++++ SOURCE DATA

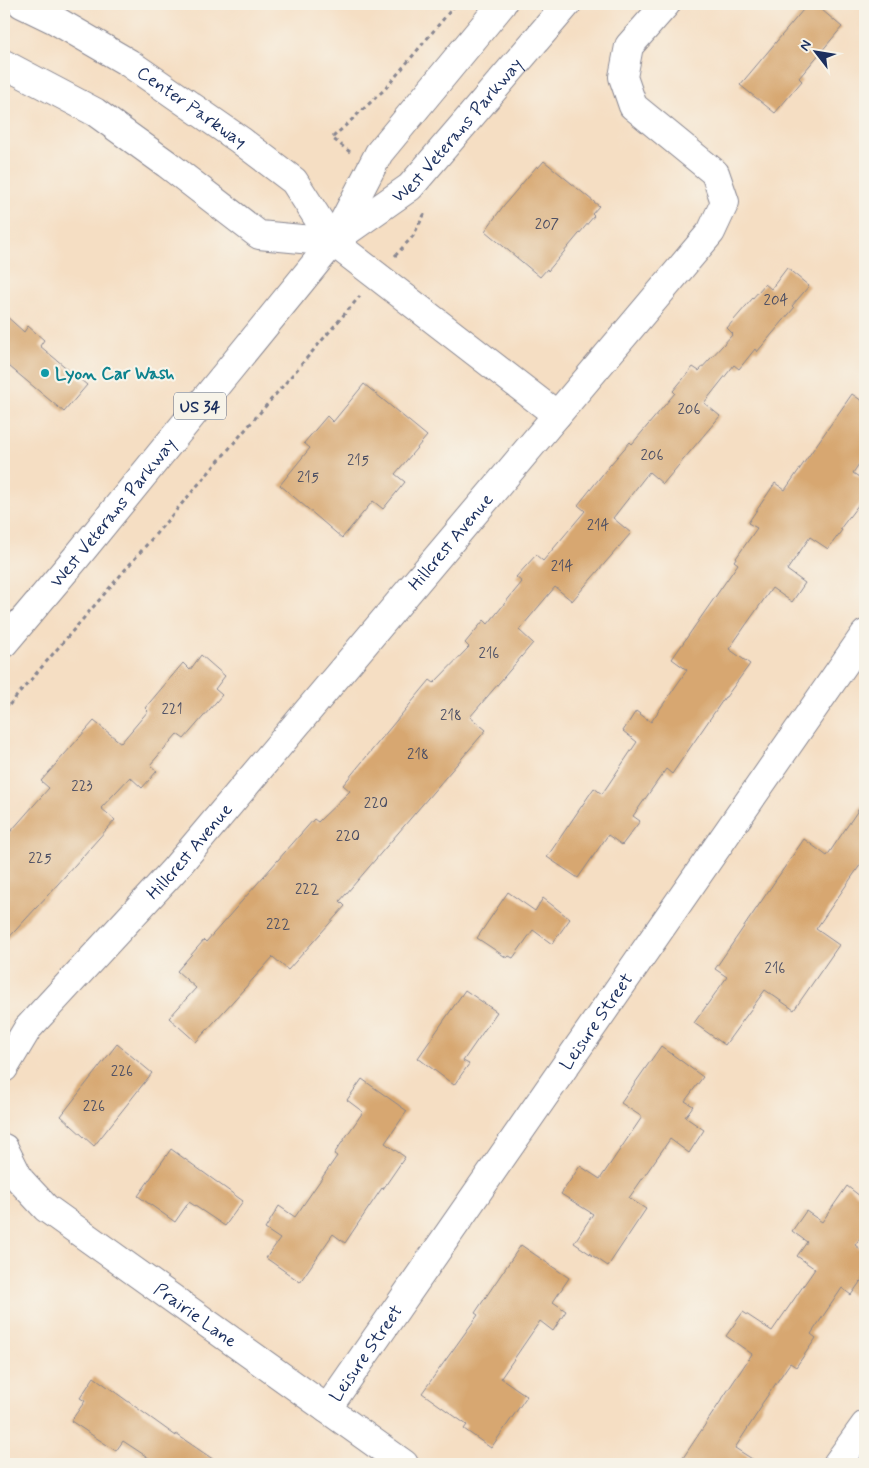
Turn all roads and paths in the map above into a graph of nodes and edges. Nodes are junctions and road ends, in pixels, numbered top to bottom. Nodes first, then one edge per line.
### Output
1 (22, 4) edge
2 (456, 4) edge
3 (502, 4) edge
4 (567, 4) edge
5 (666, 4) edge
6 (4, 64) edge
7 (346, 149) dead end
8 (418, 210) dead end
9 (413, 236) dead end
10 (333, 242) junction
11 (348, 309) dead end
12 (557, 414) junction
13 (865, 634) edge
14 (4, 643) edge
15 (4, 711) edge
16 (4, 1068) edge
17 (4, 1148) edge
18 (327, 1409) junction
19 (865, 1425) edge
20 (404, 1464) edge
21 (838, 1464) edge

1 - 10 street, Center Parkway
2 - 7 path
3 - 10 street, West Veterans Parkway / US 34
4 - 10 street, West Veterans Parkway / US 34
5 - 12 street, Hillcrest Avenue
6 - 10 street
8 - 9 path
10 - 12 street, Center Parkway
10 - 14 street, West Veterans Parkway / US 34
11 - 15 path
12 - 16 street, Hillcrest Avenue
13 - 18 street, Leisure Street
17 - 18 street, Prairie Lane
18 - 20 street, Prairie Lane
19 - 21 street

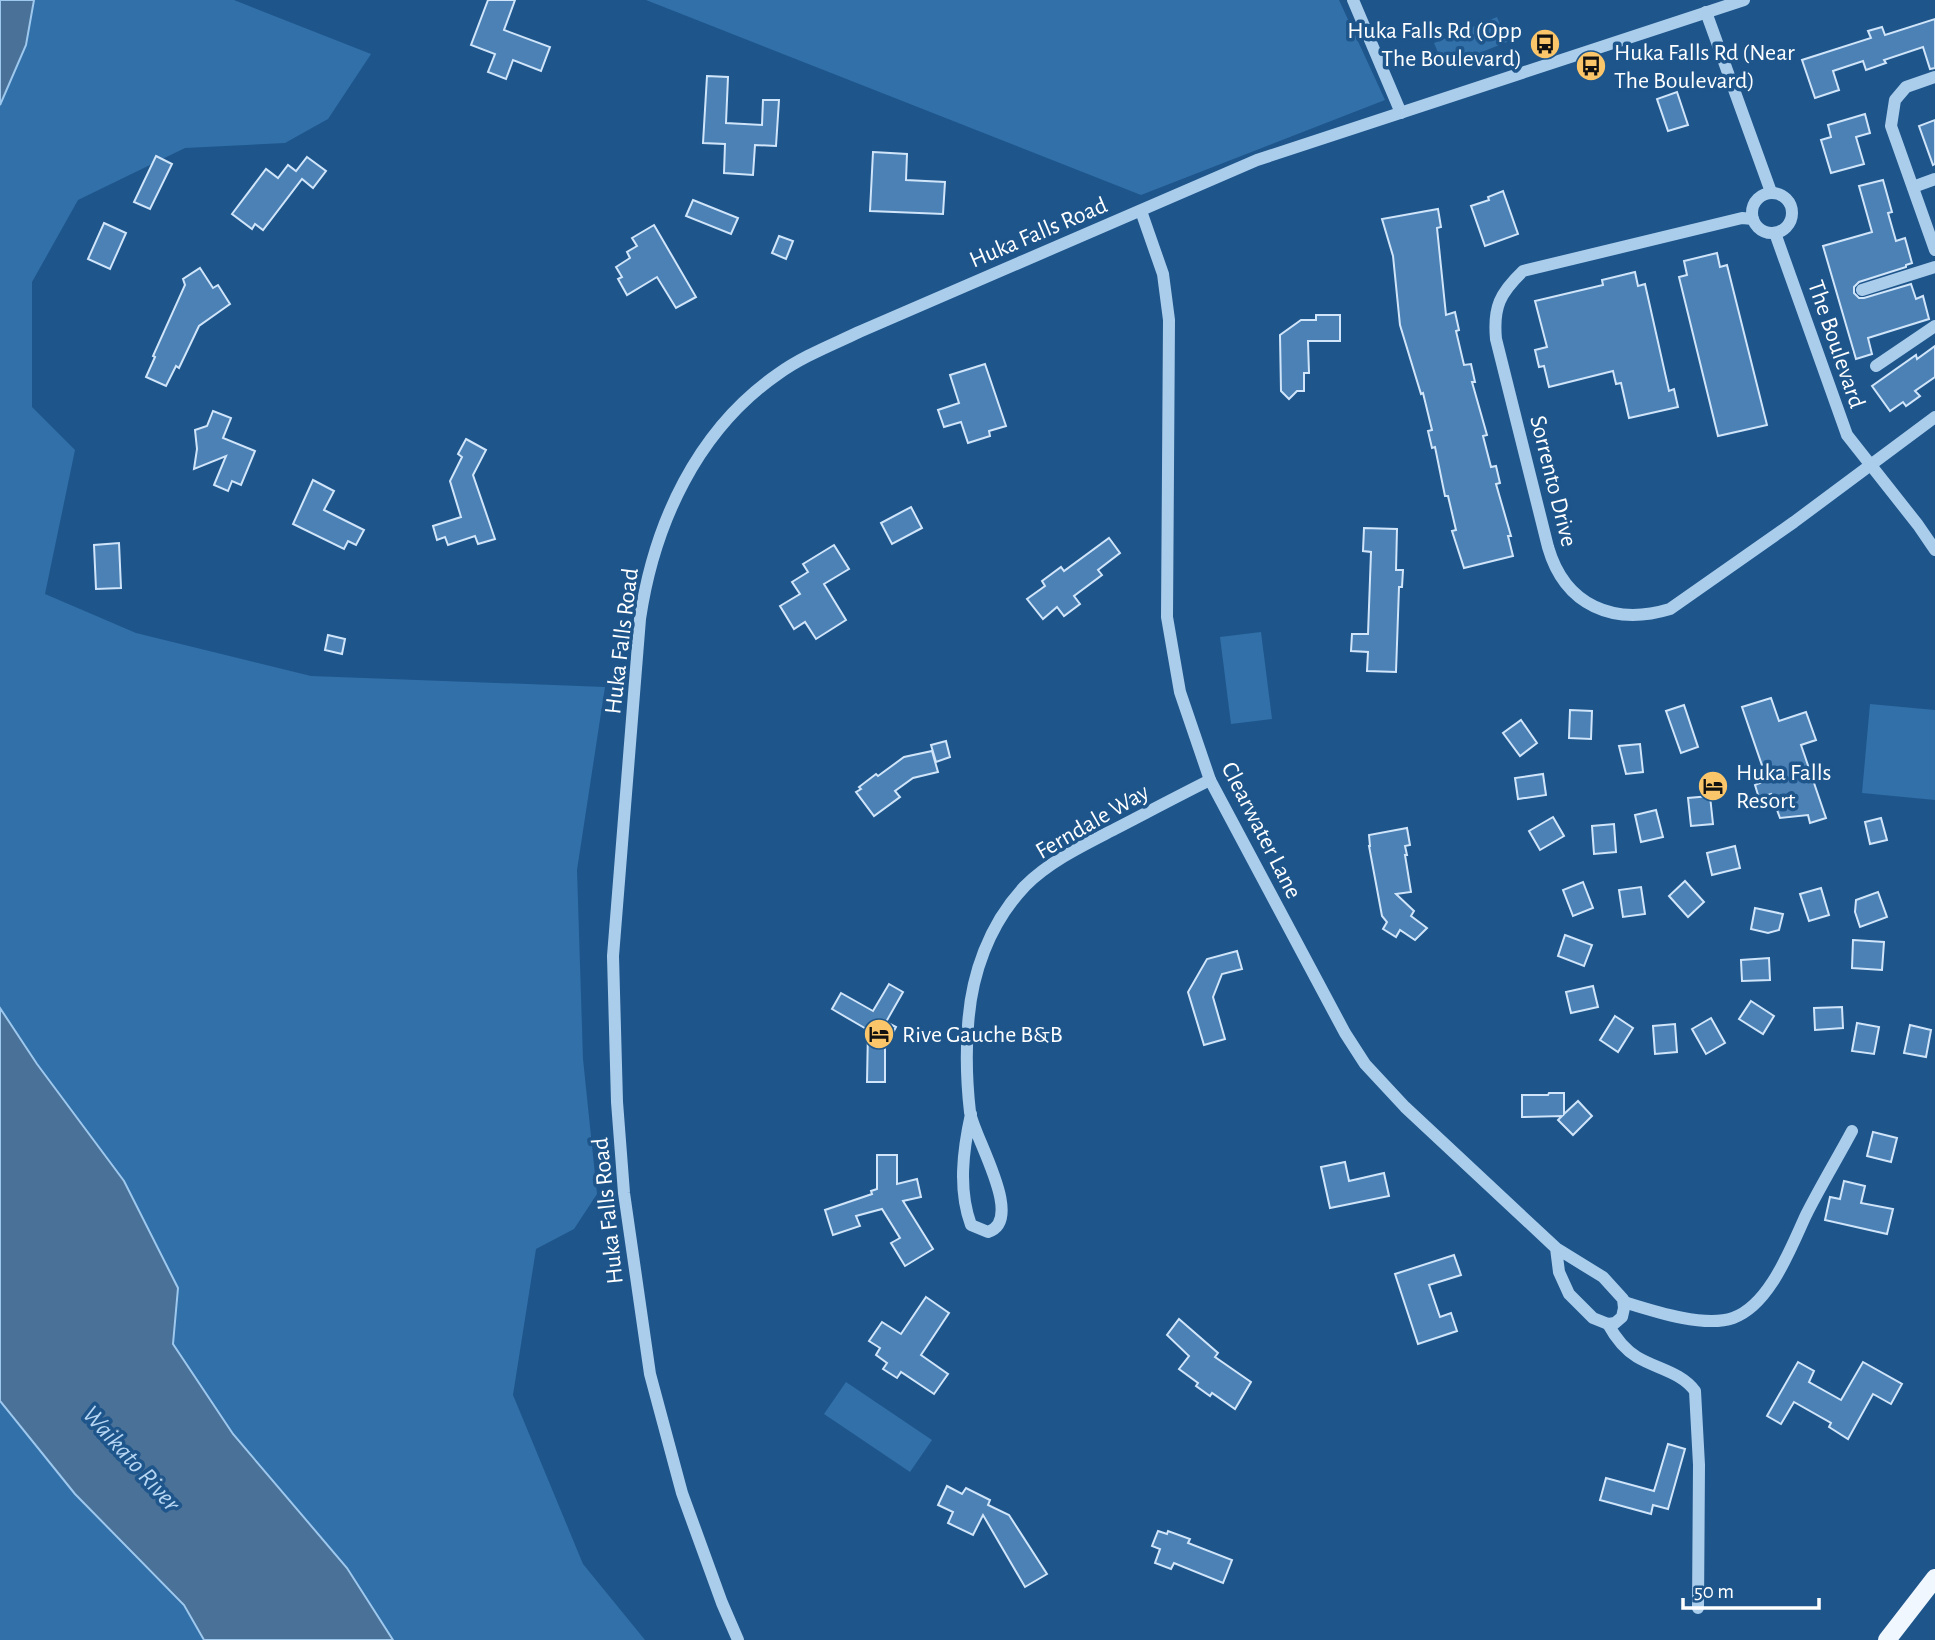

++++++++

YOUR OBJECTIVE: Keep the pictures out, and write out the rest of the data above word for word.

TASK RESPONSE:
Turn all roads and paths in the map above into a graph of nodes and edges. Nodes are junctions and road ends, in pixels, numbered top to bottom. Nodes first, then one edge per line.
### Output
1 (22, 4) edge
2 (456, 4) edge
3 (502, 4) edge
4 (567, 4) edge
5 (666, 4) edge
6 (4, 64) edge
7 (346, 149) dead end
8 (418, 210) dead end
9 (413, 236) dead end
10 (333, 242) junction
11 (348, 309) dead end
12 (557, 414) junction
13 (865, 634) edge
14 (4, 643) edge
15 (4, 711) edge
16 (4, 1068) edge
17 (4, 1148) edge
18 (327, 1409) junction
19 (865, 1425) edge
20 (404, 1464) edge
21 (838, 1464) edge

1 - 10 street, Center Parkway
2 - 7 path
3 - 10 street, West Veterans Parkway / US 34
4 - 10 street, West Veterans Parkway / US 34
5 - 12 street, Hillcrest Avenue
6 - 10 street
8 - 9 path
10 - 12 street, Center Parkway
10 - 14 street, West Veterans Parkway / US 34
11 - 15 path
12 - 16 street, Hillcrest Avenue
13 - 18 street, Leisure Street
17 - 18 street, Prairie Lane
18 - 20 street, Prairie Lane
19 - 21 street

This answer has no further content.